**Data:**
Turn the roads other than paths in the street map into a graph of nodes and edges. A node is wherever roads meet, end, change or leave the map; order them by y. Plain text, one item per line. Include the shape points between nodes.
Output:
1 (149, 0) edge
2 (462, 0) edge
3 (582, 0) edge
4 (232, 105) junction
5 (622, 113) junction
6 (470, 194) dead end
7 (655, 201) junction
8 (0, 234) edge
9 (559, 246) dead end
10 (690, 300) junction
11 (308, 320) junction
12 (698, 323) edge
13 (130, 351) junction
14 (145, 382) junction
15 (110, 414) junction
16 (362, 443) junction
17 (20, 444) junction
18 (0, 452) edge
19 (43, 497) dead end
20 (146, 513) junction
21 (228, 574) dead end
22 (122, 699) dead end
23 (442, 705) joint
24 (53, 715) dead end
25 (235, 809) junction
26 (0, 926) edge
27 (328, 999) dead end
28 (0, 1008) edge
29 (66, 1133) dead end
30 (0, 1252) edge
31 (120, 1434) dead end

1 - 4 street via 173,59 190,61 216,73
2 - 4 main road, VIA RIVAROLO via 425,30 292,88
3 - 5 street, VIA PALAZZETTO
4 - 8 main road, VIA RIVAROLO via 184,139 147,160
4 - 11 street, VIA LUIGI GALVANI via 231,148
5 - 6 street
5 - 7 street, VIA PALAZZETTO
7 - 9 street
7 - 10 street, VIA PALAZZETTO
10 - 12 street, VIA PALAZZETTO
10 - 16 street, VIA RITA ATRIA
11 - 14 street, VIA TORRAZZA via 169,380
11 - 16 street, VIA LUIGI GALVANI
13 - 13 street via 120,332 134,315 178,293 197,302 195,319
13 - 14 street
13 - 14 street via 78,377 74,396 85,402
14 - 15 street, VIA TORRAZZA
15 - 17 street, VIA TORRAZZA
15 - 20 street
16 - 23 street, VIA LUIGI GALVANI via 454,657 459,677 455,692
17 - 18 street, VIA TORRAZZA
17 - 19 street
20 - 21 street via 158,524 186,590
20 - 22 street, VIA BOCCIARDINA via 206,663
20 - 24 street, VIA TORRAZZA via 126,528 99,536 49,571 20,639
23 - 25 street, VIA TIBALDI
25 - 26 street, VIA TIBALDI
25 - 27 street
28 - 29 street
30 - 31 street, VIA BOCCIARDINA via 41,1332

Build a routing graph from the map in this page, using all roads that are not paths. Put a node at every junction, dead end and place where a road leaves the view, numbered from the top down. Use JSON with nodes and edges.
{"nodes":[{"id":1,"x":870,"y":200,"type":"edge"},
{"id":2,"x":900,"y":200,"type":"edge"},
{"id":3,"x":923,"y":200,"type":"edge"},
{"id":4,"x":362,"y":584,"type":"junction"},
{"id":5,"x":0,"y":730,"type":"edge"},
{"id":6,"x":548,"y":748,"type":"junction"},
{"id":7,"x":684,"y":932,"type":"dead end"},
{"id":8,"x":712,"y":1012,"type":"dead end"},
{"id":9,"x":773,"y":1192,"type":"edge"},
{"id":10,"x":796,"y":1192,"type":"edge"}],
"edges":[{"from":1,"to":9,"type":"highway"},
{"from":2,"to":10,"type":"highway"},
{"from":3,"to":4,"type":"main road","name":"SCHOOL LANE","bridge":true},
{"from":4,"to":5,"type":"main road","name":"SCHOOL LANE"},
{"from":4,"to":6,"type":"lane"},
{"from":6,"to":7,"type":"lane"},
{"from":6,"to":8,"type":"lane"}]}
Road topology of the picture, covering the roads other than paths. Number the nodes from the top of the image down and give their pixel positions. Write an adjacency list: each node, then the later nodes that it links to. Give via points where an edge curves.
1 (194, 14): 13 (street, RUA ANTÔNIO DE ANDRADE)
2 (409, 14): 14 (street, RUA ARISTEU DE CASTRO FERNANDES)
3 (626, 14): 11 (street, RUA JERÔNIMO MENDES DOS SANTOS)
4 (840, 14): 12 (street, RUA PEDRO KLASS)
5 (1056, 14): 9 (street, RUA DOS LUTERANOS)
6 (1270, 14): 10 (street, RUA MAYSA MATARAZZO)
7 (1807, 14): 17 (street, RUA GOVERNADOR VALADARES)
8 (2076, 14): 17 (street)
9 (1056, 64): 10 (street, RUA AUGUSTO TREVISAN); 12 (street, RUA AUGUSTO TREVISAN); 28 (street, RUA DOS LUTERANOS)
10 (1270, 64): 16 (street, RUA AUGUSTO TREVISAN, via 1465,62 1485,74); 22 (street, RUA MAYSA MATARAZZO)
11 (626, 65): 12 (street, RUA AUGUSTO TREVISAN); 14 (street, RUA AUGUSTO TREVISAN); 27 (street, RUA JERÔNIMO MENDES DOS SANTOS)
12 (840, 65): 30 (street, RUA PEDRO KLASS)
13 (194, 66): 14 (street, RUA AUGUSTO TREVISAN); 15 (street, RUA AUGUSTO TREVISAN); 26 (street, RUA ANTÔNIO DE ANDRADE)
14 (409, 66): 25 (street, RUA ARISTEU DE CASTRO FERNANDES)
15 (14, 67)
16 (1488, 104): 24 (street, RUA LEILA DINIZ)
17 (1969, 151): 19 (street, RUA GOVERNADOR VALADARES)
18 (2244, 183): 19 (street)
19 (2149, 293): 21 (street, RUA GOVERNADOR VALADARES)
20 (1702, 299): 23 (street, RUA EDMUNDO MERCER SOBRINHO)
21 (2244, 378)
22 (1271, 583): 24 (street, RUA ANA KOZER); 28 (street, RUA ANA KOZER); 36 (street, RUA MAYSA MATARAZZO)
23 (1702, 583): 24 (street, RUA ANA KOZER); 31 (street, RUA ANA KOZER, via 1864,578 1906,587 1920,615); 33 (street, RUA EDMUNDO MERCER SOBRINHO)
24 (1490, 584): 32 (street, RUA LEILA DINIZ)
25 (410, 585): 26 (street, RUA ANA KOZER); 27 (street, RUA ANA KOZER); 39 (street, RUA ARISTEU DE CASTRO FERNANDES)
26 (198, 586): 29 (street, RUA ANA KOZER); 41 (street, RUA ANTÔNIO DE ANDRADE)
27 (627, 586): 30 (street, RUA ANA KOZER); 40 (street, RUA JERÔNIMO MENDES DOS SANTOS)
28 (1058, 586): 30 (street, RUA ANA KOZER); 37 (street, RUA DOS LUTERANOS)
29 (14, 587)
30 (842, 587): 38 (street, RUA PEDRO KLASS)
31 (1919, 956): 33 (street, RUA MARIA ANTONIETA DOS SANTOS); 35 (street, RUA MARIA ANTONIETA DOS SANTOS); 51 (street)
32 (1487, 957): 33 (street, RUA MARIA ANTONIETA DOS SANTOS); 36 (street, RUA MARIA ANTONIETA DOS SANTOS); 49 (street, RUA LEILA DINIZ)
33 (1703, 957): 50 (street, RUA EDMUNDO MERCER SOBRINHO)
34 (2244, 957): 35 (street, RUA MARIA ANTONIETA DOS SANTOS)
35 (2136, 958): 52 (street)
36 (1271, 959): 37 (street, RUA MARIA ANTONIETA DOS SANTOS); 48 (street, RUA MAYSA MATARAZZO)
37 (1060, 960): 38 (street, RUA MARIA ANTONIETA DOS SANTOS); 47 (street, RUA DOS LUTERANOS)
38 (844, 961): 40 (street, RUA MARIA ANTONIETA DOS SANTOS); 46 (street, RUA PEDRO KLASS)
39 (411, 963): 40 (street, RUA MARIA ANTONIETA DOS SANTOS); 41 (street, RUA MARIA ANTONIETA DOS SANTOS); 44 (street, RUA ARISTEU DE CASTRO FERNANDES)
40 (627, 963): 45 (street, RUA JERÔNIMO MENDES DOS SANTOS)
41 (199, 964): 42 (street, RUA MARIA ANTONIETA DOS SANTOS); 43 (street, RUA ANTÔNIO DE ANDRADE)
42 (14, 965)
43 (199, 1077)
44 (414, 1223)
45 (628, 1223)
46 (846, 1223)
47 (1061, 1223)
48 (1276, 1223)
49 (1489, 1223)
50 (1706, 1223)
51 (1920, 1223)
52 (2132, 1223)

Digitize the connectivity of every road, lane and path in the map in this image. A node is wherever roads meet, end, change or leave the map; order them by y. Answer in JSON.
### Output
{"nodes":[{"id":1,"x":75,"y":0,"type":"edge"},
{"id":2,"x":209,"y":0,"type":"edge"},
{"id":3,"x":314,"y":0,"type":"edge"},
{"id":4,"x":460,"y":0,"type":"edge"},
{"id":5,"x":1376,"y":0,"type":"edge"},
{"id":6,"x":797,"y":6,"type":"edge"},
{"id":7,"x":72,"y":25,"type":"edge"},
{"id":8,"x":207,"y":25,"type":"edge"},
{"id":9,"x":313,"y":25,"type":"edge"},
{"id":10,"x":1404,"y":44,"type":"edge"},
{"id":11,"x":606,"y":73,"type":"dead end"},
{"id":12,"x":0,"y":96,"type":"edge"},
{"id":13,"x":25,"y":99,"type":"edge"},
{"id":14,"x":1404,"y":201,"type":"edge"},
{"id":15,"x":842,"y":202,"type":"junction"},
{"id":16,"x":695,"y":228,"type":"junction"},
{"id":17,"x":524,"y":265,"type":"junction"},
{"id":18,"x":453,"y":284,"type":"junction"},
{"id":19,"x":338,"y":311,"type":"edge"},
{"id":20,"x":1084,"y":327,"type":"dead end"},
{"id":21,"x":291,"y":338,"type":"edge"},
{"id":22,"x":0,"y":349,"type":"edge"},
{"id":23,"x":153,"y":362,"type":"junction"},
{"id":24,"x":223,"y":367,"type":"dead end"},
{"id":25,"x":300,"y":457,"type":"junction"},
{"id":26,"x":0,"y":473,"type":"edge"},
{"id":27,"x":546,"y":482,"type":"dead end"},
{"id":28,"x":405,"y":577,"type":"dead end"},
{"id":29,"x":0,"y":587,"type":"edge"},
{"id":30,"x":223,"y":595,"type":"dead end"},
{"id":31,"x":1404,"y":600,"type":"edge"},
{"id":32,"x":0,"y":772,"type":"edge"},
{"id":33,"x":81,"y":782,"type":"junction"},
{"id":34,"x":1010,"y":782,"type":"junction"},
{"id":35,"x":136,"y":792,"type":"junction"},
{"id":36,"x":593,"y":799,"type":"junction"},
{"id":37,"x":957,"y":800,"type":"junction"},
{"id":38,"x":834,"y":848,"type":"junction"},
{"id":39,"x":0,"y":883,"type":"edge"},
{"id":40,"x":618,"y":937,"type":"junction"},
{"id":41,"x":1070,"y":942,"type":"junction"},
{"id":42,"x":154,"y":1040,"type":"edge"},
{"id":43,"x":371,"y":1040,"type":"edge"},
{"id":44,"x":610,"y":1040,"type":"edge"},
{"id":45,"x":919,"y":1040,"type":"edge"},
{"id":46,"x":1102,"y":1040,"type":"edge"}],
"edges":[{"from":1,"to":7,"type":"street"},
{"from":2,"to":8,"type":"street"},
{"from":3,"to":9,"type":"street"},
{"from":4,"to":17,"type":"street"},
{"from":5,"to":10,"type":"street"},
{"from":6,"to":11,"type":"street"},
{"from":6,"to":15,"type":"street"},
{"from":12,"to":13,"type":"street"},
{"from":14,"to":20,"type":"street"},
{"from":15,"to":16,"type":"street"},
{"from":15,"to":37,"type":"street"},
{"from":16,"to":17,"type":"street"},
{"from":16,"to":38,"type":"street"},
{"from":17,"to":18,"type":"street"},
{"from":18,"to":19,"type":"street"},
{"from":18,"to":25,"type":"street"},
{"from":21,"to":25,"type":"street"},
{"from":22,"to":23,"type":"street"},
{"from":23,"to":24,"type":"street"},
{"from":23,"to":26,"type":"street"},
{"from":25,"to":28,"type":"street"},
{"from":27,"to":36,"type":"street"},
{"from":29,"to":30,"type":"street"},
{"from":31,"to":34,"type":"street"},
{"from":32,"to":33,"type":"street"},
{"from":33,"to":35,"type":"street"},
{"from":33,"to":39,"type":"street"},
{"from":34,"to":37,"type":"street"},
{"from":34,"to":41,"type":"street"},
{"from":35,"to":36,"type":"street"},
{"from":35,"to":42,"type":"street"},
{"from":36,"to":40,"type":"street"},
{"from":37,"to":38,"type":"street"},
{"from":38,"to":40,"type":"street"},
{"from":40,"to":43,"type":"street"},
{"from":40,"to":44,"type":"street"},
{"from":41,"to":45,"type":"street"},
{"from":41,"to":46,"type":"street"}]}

**What to produce:** Report every line containing the string "TIBALDI" in the material.

**Answer space:**
23 - 25 street, VIA TIBALDI
25 - 26 street, VIA TIBALDI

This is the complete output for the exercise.